A spokesperson for the US investment bank confirmed the appoinment.
Prior to making the move to Goldman Sachs in Hong Kong, Sandor spent nearly five years with Morgan Stanley in the banking centre as an executive director in charge of equity-linked transactions in Asia. He joined Morgan Stanley in April 2010 and left the firm in February this year.
Sandor also did a brief stint as a director with Standard Chartered’s convertible bond team from autumn 2009 to spring 2010. He joined Standard Chartered from Citigroup’s Asia-Pacific equity-linked origination team.
Goldman Sachs declined comment on Sandor's reporting lines.
Goldman Sachs has been operating its equity-linked desk without a director-level banker and most origination and execution work has been divided between the corporate finance and equity capital markets team in the interim period, the source said.

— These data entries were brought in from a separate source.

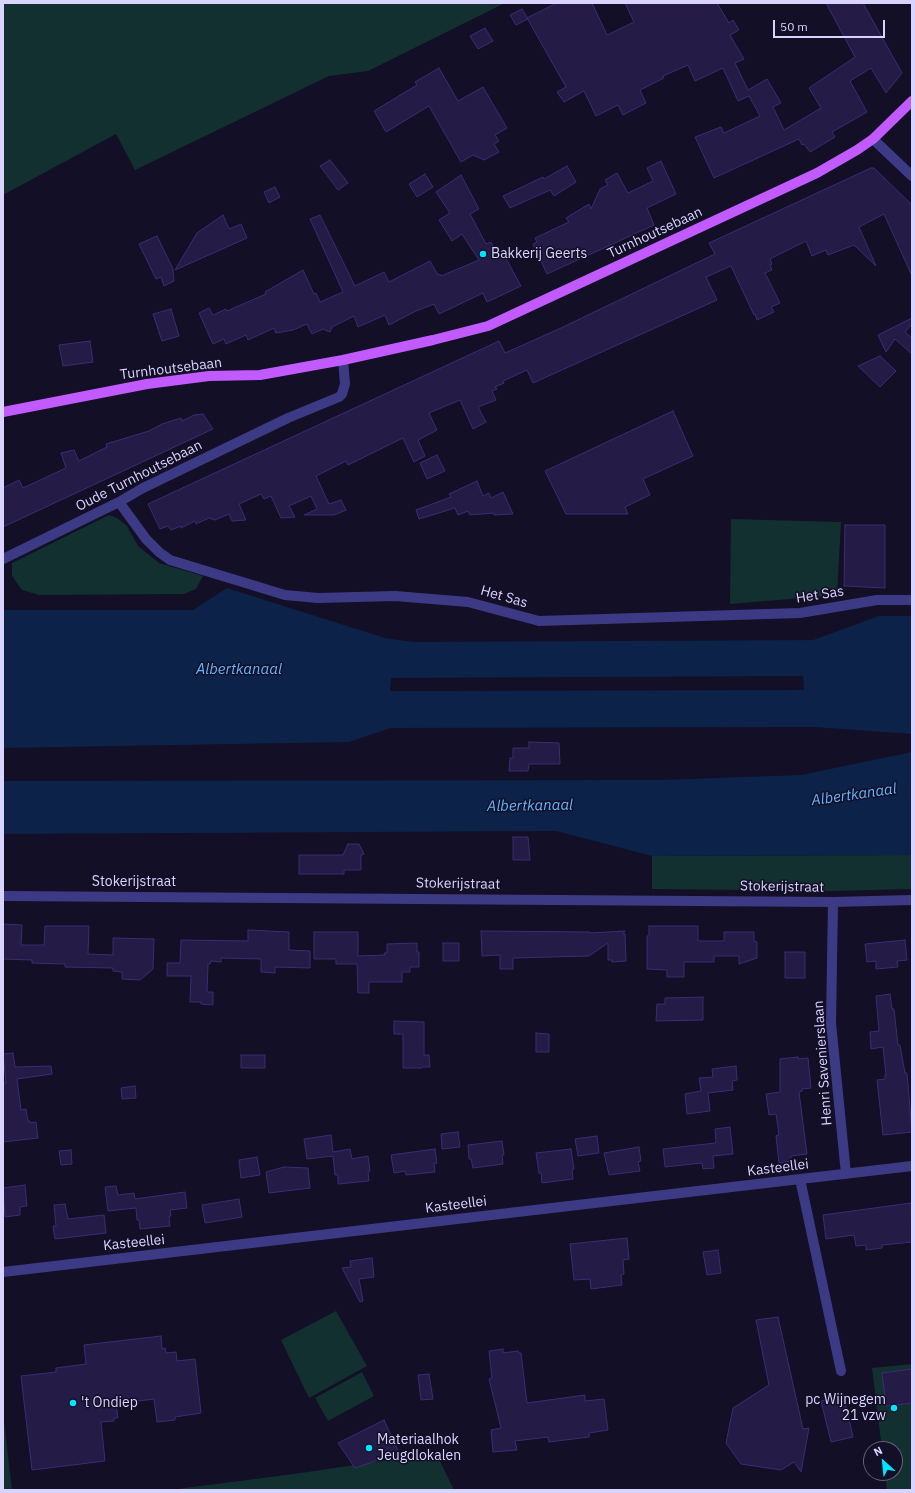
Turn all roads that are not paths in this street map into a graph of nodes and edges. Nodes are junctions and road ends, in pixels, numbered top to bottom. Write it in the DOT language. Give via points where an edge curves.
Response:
graph roads {
  1 [pos="912,101"];
  2 [pos="873,139"];
  3 [pos="912,176"];
  4 [pos="343,360"];
  5 [pos="3,412"];
  6 [pos="119,502"];
  7 [pos="3,559"];
  8 [pos="912,600"];
  9 [pos="3,896"];
  10 [pos="912,900"];
  11 [pos="834,902"];
  12 [pos="912,1166"];
  13 [pos="846,1174"];
  14 [pos="800,1179"];
  15 [pos="3,1272"];
  16 [pos="841,1371"];
  1 -- 2 [label="main road, Turnhoutsebaan"];
  2 -- 3 [label="street"];
  2 -- 4 [label="main road, Turnhoutsebaan" via="817,173 496,322 462,333"];
  4 -- 5 [label="main road, Turnhoutsebaan" via="260,375 209,376 147,384"];
  4 -- 6 [label="street, Oude Turnhoutsebaan" via="346,384 339,397 288,418"];
  6 -- 7 [label="street, Oude Turnhoutsebaan"];
  6 -- 8 [label="street, Het Sas" via="146,539 170,560 285,595 318,598 395,596 468,602 539,621 800,613 877,600"];
  9 -- 11 [label="street, Stokerijstraat"];
  10 -- 11 [label="street, Stokerijstraat"];
  11 -- 13 [label="street, Henri Savenierslaan" via="831,1023"];
  12 -- 13 [label="street, Kasteellei"];
  13 -- 14 [label="street, Kasteellei"];
  14 -- 15 [label="street, Kasteellei"];
  14 -- 16 [label="street"];
}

Despite the vacancy the bank has executed a number of substantial convertible bond transactions in recent years, mostly on behalf of Chinese clients. Goldman was one of the joint bookrunners on Ping An Insurance’s $4.3 billion jumbo offering in 2013, the second biggest onshore convertible bond deal after Bank of China’s $5.9 billion CB in 2010.
The Wall Street bank also priced two onshore deals late last year - China Molybdenum’s $799 million A-share CB in November 2014, followed by Shenzhen-listed communication device manufacturer GoerTek’s $408 million offering in December.
Leveraging on its client network in the US, Goldman Sachs also managed to price a number of CBs for Chinese firms listed on the New York Stock Exchange and Nasdaq. It was involved in Sina’s $800 million recap CB in November 2013, VIPShop’s $821 million dual-tranche CB and follow-on offering in March 2014, as well as Qunar’s $825 million private CB and follow-on transaction in June this year.
Goldman Sachs originates and executes CBs issued by US-listed Chinese firms from its Asia desk, a person familiar with the matter said.
Goldman Sachs ranked second in Asia ex-Japan equity-linked league tables last year on six deals executed, trailing Credit Suisse on 15 deals, according to data provider Dealogic. It came third in 2013 behind JPMorgan and UBS.